Hmm, what else? On Sunday morning at 11am I arrived at C Central for an event called the Naked Brunch, which is exactly what it was. Food was served, cabaret entertainment was in effect, a mix of burlesque and comedy (and evolutionary rap), and the performers (a dozen or so of us) and audience (about a hundred of them) were all 100% nude. This was one of those "sign up for something crazy to test my own limits" initiatives, but when I stepped onto that stage in front of a room full of naked strangers I didn't feel the least bit intimidated, even in spite of my awareness that the cool Scottish morning air was shriveling my endowment, credit crunch style. I just worked the word "shrinkage" into the freestyle section of "Performance, Feedback, Revision" (rhyming it with "Brinkman" and "delinquents"), kept calm and carried on (got a huge naked cheer too), then hustled out of there for my Evolution show at half twelve.
What else? A number of smashing reviews came out over the past few days: for Rapconteur I got a five star review from Three Weeks (which isn't yet online), a four star review from the Scotsman, and another really nice one from the Stage (they don't do stars), so that show has been really full lately. And for the Rap Guide to Human Nature we got four stars from Whatsonstage and four stars from Broadway Baby. Smooth sailing.

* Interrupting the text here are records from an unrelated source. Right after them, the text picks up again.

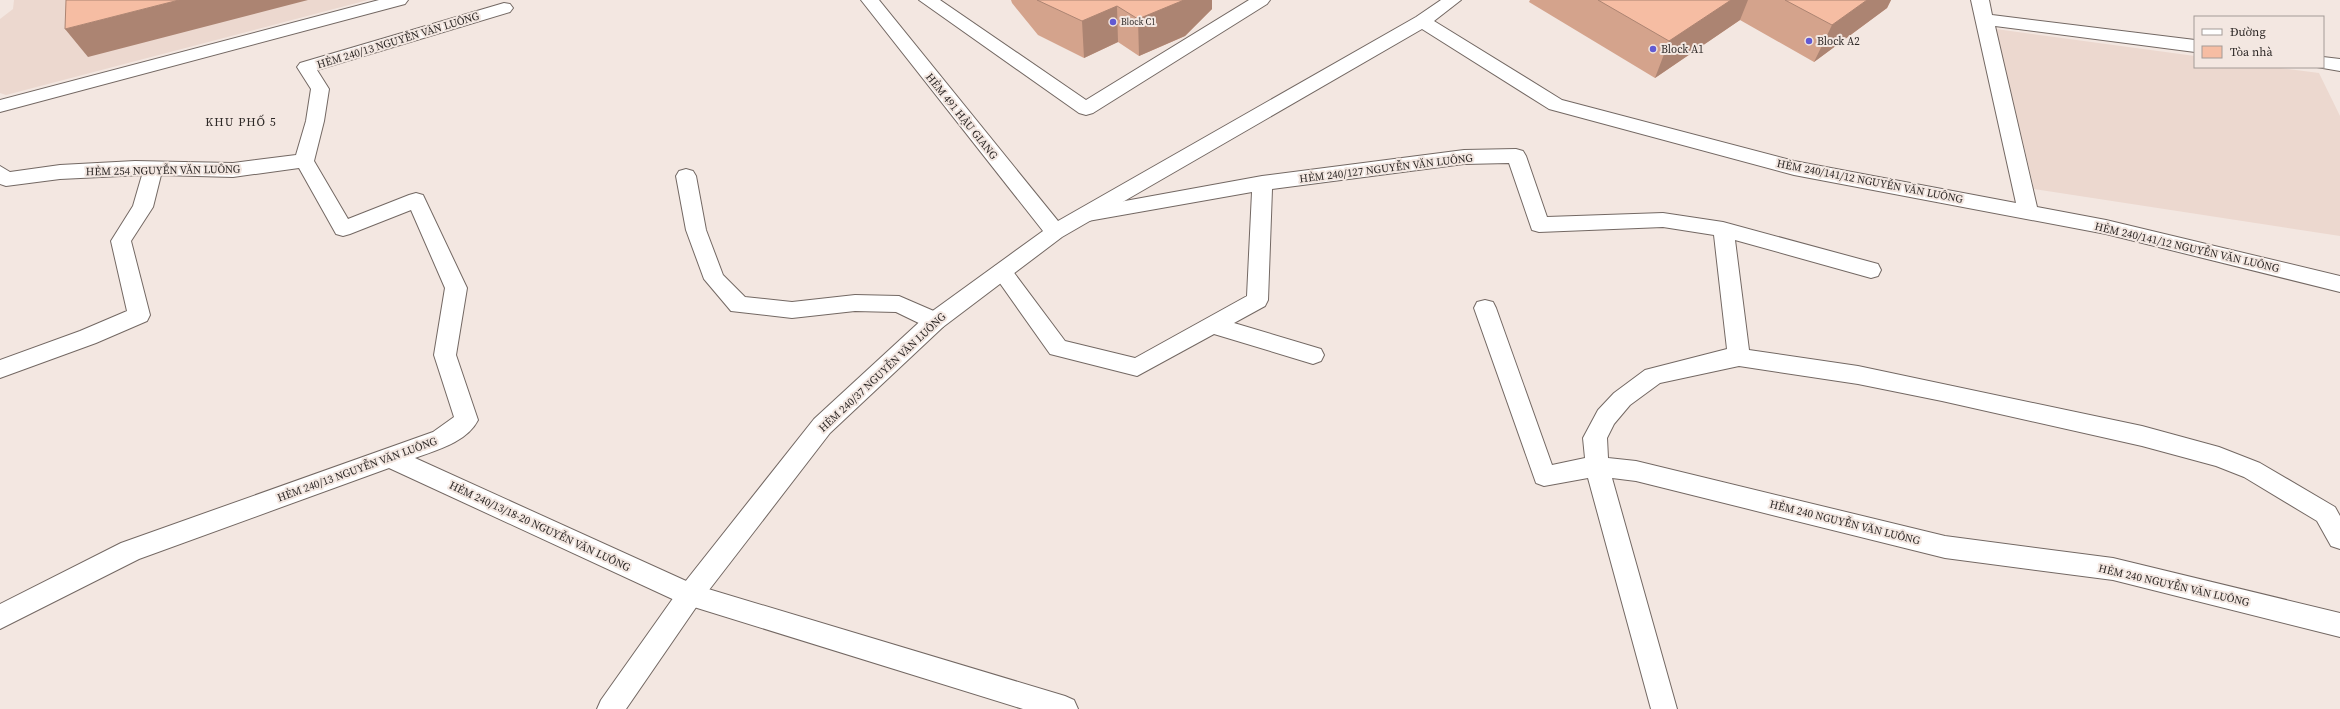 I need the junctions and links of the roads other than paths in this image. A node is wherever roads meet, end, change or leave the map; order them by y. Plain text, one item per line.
1 (399, 0) edge
2 (870, 0) edge
3 (928, 0) edge
4 (1261, 0) edge
5 (1452, 0) edge
6 (1980, 0) edge
7 (504, 8) dead end
8 (1984, 19) junction
9 (1422, 21) junction
10 (2194, 46) edge
11 (2324, 63) edge
12 (2340, 65) edge
13 (0, 106) edge
14 (304, 161) junction
15 (153, 169) junction
16 (0, 174) edge
17 (686, 176) dead end
18 (1262, 183) junction
19 (2028, 212) junction
20 (1088, 214) junction
21 (1723, 229) junction
22 (1055, 232) junction
23 (1871, 270) dead end
24 (1002, 272) junction
25 (2340, 284) edge
26 (1485, 308) dead end
27 (935, 321) junction
28 (1212, 325) junction
29 (1313, 355) dead end
30 (1739, 357) junction
31 (0, 369) edge
32 (389, 456) junction
33 (1597, 466) junction
34 (2340, 538) edge
35 (690, 595) junction
36 (0, 617) edge
37 (2340, 625) edge
38 (610, 709) edge
39 (1065, 709) edge
40 (1664, 709) edge

1 - 13 street
2 - 22 street, HẺM 491 HẬU GIANG
3 - 4 street
5 - 9 street, HẺM 240/127 NGUYỄN VĂN LUÔNG
6 - 8 street
7 - 14 street, HẺM 240/13 NGUYỄN VĂN LUÔNG
8 - 10 street
8 - 19 street
9 - 19 street, HẺM 240/141/12 NGUYỄN VĂN LUÔNG
9 - 20 street, HẺM 240/127 NGUYỄN VĂN LUÔNG
11 - 12 street
14 - 15 street, HẺM 254 NGUYỄN VĂN LUÔNG
14 - 32 street, HẺM 240/13 NGUYỄN VĂN LUÔNG
15 - 16 street, HẺM 254 NGUYỄN VĂN LUÔNG
15 - 31 street
17 - 27 street
18 - 20 street, HẺM 240/127 NGUYỄN VĂN LUÔNG
18 - 21 street, HẺM 240/127 NGUYỄN VĂN LUÔNG
18 - 28 street
19 - 25 street, HẺM 240/141/12 NGUYỄN VĂN LUÔNG
20 - 22 street, HẺM 240/127 NGUYỄN VĂN LUÔNG
21 - 23 street, HẺM 240/127 NGUYỄN VĂN LUÔNG
21 - 30 street
22 - 24 street, HẺM 240/37 NGUYỄN VĂN LUÔNG
24 - 27 street, HẺM 240/37 NGUYỄN VĂN LUÔNG
24 - 28 street
26 - 33 street, HẺM 240 NGUYỄN VĂN LUÔNG
27 - 35 street, HẺM 240/37 NGUYỄN VĂN LUÔNG
28 - 29 street
30 - 33 street
30 - 34 street
32 - 35 street, HẺM 240/13/18-20 NGUYỄN VĂN LUÔNG
32 - 36 street, HẺM 240/13 NGUYỄN VĂN LUÔNG
33 - 37 street, HẺM 240 NGUYỄN VĂN LUÔNG
33 - 40 street
35 - 38 street, HẺM 240/37 NGUYỄN VĂN LUÔNG
35 - 39 street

Today was my day off, but the main event was the Gospel at Colonus at the Playhouse Theatre with the Blind Boys of Alabama and a cast of about forty African American gospel singers reinterpreting Oedipus as a Southern Baptist revival. The music was incredible and moving, but the surreal part for me was reflecting that just before the show I was meeting with its New York producer, Sharon Levy, whose next project now that Gospel at Colonus' sell out run at the Edinburgh International Festival is finished is to bring the Rap Guide to Evolution to New York for an off-Broadway run. I can't imagine two more different shows stylistically; today she's producing a show with forty black people singing amazing harmonies about trusting in god, and her next show will be one white guy rapping about Darwin. But on reflection I guess rap Darwin and gospel Sophocles are not such distant artistic cousins, and I figure any producer willing to make that transition has to be pretty cool.
So tomorrow I start the final week of the fringe, feeling good, with good reviews and good crowds and in good spirits, upbeat and ready for the mere 19 shows (give or take) that I have left to perform. I almost wish i had something more edgy and calamitous to report, because I am aware of how saccharine this post is coming across. But screw it. This may be the calm before the storm or it may just be a calm stretch with no disaster on the horizon, but either way I plan to keep calm and carry on, and leave the tragedy to Oedipus.